Saved data entries
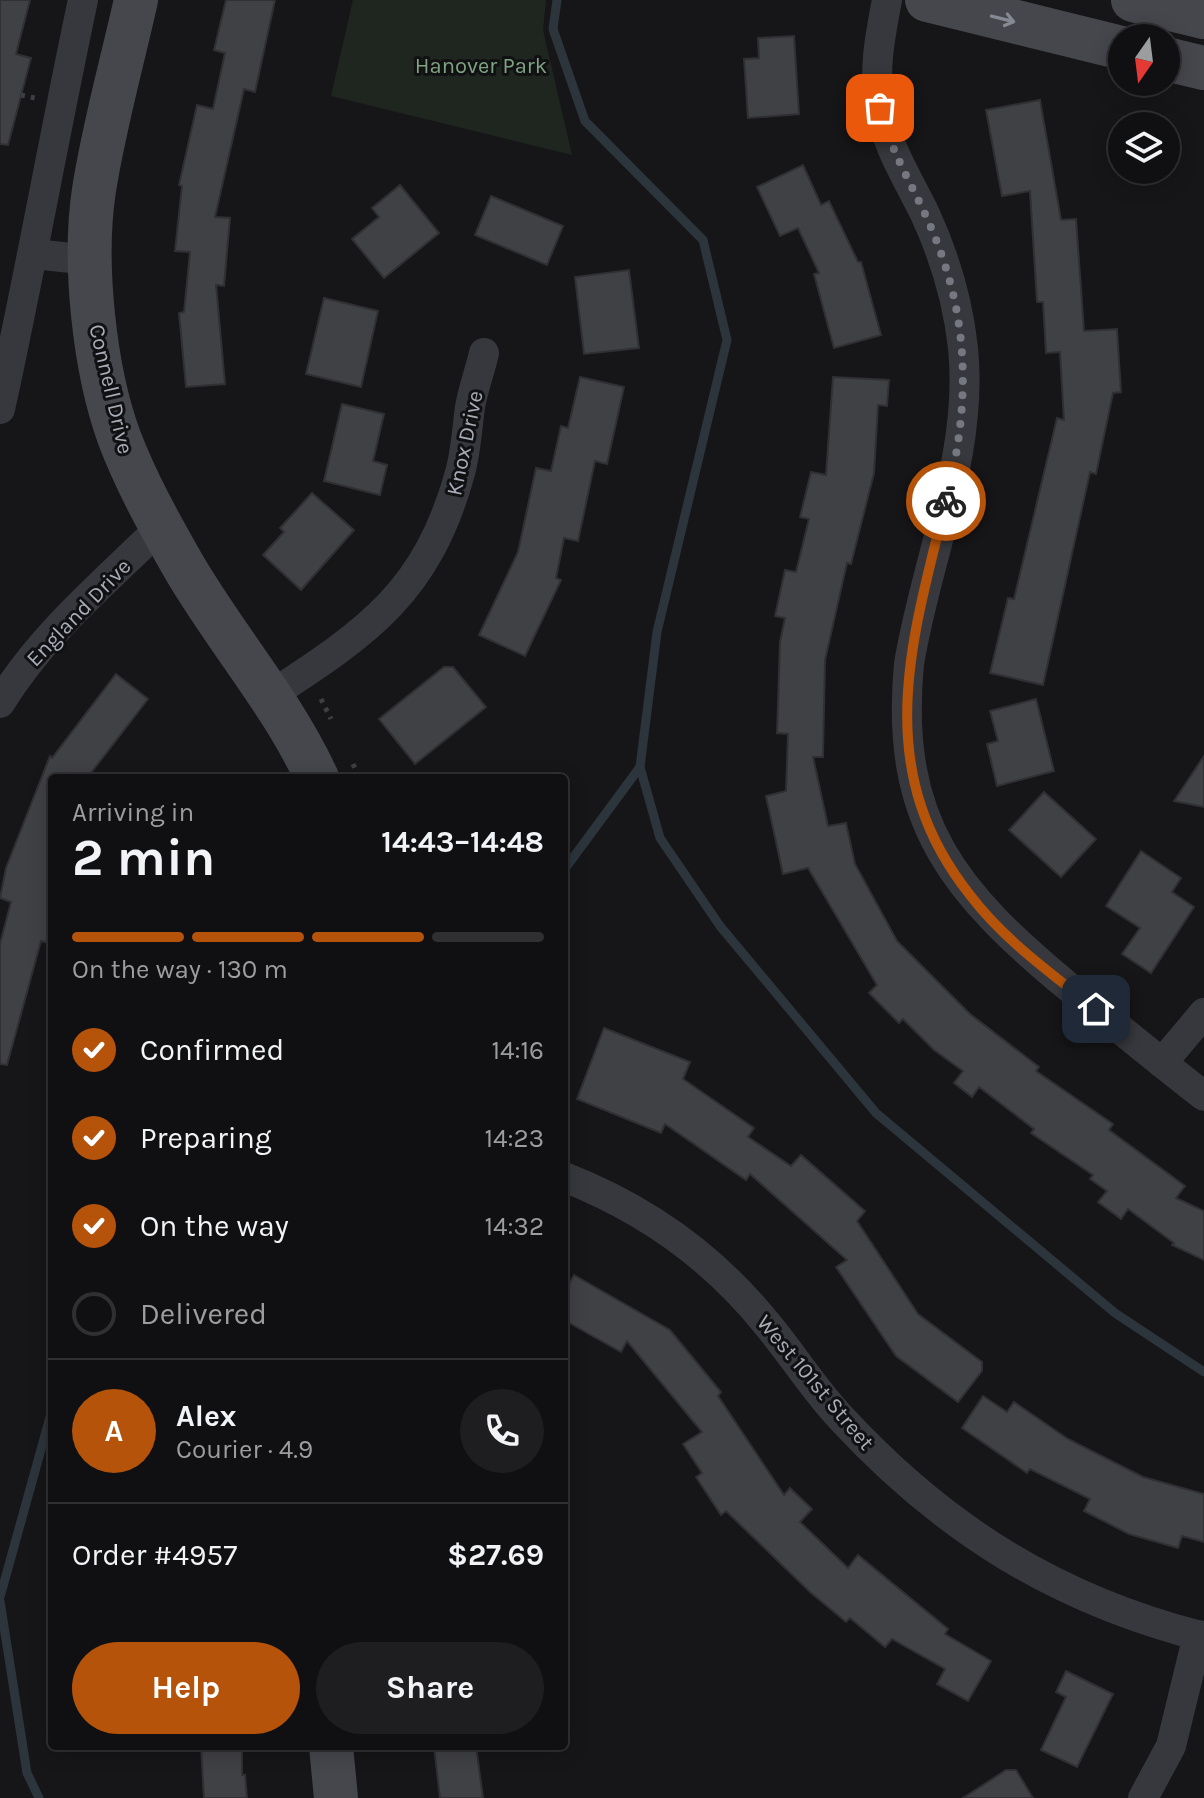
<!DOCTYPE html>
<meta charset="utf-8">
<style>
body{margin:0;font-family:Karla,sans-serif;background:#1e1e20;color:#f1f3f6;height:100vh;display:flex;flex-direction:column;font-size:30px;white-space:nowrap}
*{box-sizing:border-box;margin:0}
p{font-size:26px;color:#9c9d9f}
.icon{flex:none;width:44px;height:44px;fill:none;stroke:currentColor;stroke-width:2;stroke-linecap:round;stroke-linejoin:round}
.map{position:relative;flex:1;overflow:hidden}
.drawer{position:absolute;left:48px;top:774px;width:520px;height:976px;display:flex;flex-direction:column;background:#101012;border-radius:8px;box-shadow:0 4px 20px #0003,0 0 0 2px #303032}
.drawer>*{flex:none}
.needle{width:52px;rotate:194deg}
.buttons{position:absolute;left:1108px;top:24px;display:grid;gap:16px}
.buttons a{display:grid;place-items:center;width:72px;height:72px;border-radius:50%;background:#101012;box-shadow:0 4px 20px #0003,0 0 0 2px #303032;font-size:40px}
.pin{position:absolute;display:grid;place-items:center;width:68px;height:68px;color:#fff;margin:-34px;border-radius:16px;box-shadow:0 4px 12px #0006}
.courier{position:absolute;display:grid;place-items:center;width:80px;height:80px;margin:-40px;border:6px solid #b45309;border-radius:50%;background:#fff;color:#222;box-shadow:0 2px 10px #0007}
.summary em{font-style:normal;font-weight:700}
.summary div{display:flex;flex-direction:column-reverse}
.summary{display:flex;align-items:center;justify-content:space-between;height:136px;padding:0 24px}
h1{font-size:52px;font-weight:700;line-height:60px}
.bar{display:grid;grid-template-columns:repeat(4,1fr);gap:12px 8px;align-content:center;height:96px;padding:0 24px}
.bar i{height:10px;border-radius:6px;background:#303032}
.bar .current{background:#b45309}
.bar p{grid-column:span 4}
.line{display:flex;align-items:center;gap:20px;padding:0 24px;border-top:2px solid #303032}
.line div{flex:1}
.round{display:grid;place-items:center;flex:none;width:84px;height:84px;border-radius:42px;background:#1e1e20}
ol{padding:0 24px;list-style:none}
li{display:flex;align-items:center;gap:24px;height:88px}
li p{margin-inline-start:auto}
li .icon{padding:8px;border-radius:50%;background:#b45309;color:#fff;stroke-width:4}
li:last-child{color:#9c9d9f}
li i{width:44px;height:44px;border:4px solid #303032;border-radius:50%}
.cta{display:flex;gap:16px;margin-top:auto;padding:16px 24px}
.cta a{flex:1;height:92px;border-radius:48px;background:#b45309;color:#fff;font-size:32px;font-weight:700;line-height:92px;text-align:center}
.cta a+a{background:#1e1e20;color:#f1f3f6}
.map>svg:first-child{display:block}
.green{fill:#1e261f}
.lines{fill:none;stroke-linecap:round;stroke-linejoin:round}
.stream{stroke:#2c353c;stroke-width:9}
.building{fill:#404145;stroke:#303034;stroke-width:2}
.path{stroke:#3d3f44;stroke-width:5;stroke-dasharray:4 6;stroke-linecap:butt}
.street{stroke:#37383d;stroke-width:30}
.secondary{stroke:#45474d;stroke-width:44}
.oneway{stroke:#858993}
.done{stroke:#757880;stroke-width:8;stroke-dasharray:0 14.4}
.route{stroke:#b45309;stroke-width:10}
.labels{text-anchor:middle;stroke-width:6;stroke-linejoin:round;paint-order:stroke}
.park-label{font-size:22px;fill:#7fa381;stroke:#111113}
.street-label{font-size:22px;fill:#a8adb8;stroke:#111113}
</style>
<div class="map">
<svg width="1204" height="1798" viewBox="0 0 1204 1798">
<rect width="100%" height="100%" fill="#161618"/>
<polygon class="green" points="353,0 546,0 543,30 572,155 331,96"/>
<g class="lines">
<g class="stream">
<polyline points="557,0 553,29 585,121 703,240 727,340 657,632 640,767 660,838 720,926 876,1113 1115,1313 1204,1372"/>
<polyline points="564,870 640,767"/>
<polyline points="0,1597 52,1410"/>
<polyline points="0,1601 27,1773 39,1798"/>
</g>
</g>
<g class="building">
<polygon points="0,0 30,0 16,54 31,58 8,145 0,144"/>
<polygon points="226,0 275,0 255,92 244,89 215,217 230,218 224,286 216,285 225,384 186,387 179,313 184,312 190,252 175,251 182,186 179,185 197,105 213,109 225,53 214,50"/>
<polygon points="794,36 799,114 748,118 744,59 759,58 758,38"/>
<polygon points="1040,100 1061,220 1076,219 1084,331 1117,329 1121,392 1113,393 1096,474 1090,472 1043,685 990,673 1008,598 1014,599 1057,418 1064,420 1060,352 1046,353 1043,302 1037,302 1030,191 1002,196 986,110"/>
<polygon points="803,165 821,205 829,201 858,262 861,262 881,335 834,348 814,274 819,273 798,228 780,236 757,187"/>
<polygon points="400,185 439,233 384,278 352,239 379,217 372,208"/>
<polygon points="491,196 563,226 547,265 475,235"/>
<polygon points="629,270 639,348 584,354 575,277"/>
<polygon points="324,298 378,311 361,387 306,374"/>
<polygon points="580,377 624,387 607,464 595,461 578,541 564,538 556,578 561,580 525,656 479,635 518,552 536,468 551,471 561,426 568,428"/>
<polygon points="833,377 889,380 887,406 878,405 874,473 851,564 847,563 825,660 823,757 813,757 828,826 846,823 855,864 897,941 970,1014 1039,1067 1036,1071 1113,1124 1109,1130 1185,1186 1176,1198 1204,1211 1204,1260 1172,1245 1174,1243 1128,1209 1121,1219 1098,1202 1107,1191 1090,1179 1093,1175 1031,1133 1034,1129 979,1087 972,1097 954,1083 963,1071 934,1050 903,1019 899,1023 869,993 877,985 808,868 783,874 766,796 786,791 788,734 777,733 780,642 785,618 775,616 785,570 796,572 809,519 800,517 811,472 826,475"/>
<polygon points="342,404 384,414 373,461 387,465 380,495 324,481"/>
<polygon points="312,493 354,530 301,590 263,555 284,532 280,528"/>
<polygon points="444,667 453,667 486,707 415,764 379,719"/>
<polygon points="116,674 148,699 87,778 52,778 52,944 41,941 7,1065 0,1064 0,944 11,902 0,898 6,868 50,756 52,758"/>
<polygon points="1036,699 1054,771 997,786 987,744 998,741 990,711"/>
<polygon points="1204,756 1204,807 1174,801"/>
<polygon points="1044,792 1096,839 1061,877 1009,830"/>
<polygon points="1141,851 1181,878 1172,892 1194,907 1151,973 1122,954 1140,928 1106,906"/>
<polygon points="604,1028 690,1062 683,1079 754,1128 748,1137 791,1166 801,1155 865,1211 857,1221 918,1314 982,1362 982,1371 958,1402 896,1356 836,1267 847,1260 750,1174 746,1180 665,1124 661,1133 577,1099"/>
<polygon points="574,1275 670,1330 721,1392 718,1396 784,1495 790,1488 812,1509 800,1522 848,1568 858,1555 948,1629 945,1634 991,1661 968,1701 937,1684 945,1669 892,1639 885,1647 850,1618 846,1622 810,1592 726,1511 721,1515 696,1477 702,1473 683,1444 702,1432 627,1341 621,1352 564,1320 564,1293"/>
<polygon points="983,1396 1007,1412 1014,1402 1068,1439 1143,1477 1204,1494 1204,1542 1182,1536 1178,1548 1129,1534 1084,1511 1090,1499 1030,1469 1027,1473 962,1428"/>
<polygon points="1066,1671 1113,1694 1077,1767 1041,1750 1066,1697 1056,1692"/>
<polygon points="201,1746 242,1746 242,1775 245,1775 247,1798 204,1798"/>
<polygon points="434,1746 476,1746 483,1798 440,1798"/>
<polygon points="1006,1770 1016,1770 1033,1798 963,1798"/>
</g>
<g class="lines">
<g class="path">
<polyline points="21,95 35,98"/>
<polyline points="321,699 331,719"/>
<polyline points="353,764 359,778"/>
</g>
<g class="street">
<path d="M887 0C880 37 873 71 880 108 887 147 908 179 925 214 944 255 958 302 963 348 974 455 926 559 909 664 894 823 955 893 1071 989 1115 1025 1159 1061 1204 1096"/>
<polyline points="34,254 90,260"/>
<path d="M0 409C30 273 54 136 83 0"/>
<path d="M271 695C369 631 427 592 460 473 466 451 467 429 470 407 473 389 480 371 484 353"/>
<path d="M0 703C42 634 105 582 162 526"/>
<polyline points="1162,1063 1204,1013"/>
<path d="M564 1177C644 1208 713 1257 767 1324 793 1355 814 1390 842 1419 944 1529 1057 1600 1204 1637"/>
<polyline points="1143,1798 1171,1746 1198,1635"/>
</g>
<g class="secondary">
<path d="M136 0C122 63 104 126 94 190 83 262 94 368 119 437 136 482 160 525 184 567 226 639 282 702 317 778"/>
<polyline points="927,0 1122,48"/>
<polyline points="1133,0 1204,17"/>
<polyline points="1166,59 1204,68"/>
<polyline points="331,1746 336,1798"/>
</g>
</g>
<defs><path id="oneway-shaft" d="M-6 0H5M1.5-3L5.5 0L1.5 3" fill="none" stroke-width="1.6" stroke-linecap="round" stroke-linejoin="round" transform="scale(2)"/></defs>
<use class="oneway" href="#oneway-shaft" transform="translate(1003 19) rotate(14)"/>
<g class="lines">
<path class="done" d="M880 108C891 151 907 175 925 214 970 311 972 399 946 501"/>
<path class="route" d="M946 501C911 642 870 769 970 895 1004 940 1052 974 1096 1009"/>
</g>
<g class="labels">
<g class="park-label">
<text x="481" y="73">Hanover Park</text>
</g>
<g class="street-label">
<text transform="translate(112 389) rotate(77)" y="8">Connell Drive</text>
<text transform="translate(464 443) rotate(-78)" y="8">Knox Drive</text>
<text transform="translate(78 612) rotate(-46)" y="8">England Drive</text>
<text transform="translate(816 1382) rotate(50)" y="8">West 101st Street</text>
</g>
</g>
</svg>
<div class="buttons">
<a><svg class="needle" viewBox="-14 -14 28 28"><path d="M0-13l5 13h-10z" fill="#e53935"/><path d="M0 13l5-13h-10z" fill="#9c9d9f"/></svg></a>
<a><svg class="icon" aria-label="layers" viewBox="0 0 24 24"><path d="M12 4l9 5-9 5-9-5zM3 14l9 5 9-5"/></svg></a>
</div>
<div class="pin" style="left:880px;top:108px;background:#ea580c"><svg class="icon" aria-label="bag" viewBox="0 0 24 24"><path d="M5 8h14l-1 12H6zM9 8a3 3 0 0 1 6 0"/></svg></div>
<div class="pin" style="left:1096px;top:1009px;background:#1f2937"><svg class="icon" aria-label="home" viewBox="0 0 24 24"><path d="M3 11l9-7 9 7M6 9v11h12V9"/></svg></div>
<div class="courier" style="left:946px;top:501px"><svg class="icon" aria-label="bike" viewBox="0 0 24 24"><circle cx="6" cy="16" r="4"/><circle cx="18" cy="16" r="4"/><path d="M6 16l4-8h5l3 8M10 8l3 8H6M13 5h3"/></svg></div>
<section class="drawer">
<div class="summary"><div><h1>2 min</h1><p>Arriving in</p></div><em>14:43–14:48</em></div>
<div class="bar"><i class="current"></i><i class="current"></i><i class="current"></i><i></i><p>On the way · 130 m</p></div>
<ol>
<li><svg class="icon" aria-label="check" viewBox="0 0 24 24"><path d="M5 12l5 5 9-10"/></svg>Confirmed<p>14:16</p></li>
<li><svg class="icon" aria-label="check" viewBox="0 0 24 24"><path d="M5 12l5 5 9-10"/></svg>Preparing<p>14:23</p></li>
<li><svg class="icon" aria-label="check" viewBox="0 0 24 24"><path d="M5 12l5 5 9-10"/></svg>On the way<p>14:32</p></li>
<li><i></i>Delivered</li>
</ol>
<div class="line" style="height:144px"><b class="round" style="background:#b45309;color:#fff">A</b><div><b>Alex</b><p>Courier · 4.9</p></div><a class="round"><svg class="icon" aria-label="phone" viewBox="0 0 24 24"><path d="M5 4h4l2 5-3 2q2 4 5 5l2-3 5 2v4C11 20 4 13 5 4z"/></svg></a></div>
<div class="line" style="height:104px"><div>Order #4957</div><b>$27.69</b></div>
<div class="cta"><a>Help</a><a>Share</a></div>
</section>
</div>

* Aim of the task
The expected answer is each line of the records above that includes the string "summary".

* Written solution
.summary em{font-style:normal;font-weight:700}
.summary div{display:flex;flex-direction:column-reverse}
.summary{display:flex;align-items:center;justify-content:space-between;height:136px;padding:0 24px}
<div class="summary"><div><h1>2 min</h1><p>Arriving in</p></div><em>14:43–14:48</em></div>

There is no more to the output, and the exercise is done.